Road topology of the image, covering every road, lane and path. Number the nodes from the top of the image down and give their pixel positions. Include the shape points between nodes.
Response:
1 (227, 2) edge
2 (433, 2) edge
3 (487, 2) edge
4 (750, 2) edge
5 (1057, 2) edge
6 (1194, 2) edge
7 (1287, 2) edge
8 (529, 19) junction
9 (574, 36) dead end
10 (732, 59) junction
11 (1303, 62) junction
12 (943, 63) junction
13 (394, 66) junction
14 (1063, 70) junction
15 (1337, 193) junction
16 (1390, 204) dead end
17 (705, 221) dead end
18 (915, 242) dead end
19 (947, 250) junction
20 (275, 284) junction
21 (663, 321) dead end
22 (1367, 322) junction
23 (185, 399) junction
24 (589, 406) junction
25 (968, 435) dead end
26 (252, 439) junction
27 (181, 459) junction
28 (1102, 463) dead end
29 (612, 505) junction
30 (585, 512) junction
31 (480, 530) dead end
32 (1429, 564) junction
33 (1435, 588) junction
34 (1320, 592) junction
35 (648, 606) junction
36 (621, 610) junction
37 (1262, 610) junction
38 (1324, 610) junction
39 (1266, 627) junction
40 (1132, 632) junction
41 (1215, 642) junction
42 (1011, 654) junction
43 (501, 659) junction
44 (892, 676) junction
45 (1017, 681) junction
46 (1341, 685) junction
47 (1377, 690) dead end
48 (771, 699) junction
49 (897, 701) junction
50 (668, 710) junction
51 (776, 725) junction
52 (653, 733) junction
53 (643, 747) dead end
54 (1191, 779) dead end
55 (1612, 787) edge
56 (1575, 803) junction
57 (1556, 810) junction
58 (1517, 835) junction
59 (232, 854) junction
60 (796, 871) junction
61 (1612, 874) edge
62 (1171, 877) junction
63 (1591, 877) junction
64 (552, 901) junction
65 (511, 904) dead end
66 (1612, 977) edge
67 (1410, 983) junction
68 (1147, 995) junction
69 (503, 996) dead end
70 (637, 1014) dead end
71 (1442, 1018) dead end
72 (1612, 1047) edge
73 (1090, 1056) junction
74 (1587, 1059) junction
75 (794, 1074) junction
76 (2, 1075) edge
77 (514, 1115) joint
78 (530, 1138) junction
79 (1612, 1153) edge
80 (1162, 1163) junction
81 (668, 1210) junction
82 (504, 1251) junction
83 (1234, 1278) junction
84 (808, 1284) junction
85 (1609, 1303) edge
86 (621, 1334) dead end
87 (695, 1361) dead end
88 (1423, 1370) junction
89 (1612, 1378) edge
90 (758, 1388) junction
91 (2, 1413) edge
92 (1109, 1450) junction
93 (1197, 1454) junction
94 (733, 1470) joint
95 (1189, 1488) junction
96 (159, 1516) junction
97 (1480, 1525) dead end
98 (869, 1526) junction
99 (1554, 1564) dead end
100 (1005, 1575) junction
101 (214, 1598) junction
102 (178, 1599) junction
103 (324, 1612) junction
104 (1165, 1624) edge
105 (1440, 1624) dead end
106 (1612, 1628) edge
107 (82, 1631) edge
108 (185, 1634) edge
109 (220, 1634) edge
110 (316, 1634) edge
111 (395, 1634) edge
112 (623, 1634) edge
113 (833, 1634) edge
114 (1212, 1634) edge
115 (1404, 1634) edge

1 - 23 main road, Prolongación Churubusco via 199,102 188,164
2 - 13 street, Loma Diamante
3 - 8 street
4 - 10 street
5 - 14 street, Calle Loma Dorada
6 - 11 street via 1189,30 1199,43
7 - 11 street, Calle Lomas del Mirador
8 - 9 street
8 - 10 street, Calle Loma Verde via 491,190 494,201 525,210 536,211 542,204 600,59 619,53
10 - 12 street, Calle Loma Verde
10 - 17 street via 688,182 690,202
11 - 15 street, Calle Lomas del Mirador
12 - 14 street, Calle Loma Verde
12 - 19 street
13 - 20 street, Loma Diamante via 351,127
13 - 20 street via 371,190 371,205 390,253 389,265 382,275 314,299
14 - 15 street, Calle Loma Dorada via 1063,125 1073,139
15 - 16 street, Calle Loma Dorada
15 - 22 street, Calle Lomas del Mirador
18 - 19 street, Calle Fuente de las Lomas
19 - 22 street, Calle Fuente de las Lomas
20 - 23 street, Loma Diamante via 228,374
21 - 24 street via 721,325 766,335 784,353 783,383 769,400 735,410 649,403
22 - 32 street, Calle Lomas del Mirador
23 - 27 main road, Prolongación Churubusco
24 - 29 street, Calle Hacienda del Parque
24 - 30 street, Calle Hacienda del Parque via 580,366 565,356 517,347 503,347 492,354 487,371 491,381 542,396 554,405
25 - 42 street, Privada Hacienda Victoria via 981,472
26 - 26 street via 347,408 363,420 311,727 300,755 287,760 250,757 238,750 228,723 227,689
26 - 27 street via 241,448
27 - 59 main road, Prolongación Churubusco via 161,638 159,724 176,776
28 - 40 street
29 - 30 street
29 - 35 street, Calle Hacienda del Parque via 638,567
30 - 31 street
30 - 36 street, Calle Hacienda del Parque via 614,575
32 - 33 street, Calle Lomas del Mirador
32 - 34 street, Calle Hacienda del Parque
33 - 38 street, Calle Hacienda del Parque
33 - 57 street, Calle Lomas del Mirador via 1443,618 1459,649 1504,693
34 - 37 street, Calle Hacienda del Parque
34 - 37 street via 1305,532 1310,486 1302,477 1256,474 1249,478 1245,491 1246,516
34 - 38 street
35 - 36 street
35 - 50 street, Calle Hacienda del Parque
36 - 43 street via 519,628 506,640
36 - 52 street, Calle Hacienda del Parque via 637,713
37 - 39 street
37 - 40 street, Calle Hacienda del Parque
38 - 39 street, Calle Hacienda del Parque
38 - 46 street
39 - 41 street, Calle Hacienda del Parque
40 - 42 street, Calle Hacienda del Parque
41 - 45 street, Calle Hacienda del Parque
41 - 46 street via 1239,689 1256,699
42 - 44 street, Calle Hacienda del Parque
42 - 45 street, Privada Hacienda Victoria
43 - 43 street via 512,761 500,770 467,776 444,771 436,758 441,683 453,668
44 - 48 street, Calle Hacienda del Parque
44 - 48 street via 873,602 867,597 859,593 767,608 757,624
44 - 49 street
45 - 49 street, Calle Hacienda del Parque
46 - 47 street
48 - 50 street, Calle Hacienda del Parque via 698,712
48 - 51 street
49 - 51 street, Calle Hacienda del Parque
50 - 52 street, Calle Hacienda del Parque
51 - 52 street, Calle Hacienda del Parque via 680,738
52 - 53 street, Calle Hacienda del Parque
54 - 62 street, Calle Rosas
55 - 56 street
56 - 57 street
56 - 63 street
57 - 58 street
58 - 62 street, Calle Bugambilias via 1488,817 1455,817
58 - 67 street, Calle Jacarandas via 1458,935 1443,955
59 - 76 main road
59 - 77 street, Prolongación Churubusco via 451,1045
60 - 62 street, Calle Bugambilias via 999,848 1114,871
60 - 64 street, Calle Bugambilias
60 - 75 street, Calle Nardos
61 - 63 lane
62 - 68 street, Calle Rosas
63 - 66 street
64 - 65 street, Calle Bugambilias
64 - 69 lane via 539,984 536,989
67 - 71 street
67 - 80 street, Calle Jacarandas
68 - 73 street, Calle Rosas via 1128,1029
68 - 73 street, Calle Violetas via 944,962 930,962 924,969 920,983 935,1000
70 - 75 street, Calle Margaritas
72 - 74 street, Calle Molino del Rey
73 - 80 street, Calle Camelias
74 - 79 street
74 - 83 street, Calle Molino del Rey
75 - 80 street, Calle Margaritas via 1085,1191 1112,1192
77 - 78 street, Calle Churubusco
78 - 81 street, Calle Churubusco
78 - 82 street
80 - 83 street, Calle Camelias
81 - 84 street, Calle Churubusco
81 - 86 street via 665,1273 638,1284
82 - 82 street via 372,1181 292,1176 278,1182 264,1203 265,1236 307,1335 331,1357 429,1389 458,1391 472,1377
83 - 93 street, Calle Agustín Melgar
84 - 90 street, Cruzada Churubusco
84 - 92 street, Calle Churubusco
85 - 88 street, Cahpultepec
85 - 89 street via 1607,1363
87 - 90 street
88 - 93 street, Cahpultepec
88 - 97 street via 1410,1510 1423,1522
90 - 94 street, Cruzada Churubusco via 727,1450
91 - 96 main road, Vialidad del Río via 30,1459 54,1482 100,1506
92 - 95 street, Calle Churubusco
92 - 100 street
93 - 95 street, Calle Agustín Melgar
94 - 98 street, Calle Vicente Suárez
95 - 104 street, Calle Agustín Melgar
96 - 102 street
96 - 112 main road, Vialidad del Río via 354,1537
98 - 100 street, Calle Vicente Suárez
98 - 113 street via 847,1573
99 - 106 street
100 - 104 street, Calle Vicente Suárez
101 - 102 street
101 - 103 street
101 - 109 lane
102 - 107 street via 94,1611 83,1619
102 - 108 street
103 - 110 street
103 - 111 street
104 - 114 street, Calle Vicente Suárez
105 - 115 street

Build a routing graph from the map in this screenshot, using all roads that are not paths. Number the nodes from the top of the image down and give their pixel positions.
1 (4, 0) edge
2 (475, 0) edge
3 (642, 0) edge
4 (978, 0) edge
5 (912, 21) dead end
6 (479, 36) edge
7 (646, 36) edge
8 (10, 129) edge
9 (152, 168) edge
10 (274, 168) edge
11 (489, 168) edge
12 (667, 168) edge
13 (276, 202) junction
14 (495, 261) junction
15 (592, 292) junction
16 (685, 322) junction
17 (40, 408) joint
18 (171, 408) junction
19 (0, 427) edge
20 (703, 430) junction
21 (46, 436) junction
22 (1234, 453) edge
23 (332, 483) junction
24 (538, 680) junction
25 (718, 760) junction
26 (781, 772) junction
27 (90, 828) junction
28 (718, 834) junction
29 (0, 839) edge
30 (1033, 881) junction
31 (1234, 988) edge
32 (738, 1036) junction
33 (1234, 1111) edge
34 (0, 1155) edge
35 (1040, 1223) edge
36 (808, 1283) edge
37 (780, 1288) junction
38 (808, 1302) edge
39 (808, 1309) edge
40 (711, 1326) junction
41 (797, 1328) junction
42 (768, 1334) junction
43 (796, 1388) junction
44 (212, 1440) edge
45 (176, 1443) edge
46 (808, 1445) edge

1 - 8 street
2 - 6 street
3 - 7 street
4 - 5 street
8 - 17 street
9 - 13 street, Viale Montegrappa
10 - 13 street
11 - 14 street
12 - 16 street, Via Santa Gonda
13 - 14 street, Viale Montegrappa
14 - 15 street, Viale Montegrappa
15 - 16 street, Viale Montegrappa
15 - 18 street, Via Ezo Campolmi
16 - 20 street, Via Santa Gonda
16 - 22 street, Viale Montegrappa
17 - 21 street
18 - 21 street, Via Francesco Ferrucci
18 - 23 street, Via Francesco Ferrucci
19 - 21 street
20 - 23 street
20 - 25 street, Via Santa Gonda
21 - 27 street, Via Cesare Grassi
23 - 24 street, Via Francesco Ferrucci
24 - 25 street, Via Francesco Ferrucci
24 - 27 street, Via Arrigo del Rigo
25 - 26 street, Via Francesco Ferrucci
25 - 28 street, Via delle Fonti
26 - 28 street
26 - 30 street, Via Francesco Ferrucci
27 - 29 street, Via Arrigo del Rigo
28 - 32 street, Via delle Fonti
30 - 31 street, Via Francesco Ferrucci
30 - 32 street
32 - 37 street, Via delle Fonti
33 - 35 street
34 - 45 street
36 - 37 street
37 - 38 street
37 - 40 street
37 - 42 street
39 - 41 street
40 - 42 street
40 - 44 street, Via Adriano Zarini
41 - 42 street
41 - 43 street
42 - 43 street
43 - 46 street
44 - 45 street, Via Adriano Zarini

◆ **What to work on**:
Every line of the listing above that contains "image" is to be copied.

◆ **Exercise answer**:
Road topology of the image, covering every road, lane and path. Number the nodes from the top of the image down and give their pixel positions. Include the shape points between nodes.
Build a routing graph from the map in this screenshot, using all roads that are not paths. Number the nodes from the top of the image down and give their pixel positions.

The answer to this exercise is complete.